__Work instructions__. Look through the records that follow. Copy every line containing the word "edges".

__Data supplied__.
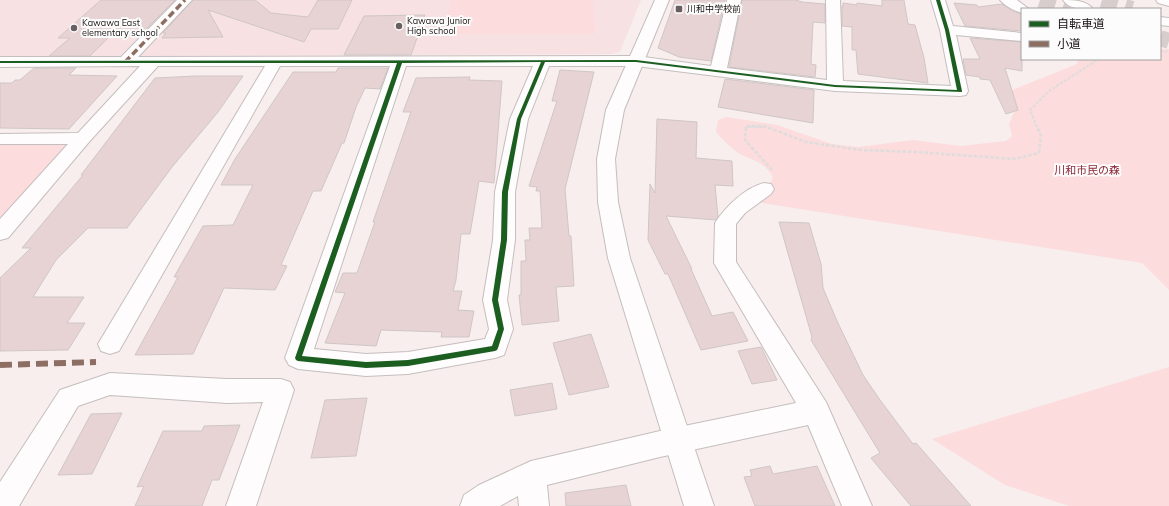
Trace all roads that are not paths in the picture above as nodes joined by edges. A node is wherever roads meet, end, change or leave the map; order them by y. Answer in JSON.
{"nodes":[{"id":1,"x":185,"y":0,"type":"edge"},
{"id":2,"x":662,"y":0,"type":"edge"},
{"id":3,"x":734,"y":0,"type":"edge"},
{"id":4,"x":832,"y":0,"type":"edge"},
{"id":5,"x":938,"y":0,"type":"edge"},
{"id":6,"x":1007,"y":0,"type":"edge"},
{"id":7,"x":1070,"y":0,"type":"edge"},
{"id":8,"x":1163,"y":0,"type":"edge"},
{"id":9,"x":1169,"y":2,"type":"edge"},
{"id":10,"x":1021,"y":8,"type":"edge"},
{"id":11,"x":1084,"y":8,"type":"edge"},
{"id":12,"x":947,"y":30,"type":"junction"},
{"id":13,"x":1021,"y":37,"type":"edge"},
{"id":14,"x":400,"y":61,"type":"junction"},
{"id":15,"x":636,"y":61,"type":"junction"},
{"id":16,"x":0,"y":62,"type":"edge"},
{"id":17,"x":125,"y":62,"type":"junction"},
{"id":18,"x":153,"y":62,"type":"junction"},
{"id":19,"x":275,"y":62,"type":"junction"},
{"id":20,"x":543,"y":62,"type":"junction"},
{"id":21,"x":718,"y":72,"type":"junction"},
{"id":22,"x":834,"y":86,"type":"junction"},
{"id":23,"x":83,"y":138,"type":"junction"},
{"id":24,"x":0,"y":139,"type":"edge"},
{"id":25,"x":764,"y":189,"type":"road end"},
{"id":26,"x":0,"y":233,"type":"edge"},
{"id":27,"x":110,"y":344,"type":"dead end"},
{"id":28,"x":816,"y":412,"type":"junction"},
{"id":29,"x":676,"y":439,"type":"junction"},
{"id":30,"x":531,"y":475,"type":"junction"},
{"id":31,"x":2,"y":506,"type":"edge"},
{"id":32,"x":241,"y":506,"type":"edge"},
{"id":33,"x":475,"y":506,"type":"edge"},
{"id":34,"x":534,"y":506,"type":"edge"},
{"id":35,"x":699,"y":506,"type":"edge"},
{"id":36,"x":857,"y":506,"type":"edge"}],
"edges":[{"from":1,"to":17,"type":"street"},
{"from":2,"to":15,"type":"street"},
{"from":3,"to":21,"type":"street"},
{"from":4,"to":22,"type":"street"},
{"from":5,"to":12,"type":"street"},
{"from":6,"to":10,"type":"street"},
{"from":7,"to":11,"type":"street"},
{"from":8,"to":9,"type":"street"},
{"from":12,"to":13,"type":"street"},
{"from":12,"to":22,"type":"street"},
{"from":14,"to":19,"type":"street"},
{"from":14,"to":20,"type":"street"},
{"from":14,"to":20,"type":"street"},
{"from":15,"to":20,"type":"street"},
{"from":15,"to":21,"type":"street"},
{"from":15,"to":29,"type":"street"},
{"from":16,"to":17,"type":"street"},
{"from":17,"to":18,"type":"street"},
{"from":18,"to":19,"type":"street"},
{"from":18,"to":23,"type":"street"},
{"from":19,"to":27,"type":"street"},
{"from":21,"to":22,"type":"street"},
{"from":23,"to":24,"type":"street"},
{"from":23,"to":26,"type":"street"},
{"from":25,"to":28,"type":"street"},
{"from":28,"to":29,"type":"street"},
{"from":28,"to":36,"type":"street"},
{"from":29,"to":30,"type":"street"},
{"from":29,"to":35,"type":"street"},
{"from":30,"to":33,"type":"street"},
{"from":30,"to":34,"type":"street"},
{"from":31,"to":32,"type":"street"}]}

__Solution for this exercise__.
Trace all roads that are not paths in the picture above as nodes joined by edges. A node is wherever roads meet, end, change or leave the map; order them by y. Answer in JSON.
"edges":[{"from":1,"to":17,"type":"street"},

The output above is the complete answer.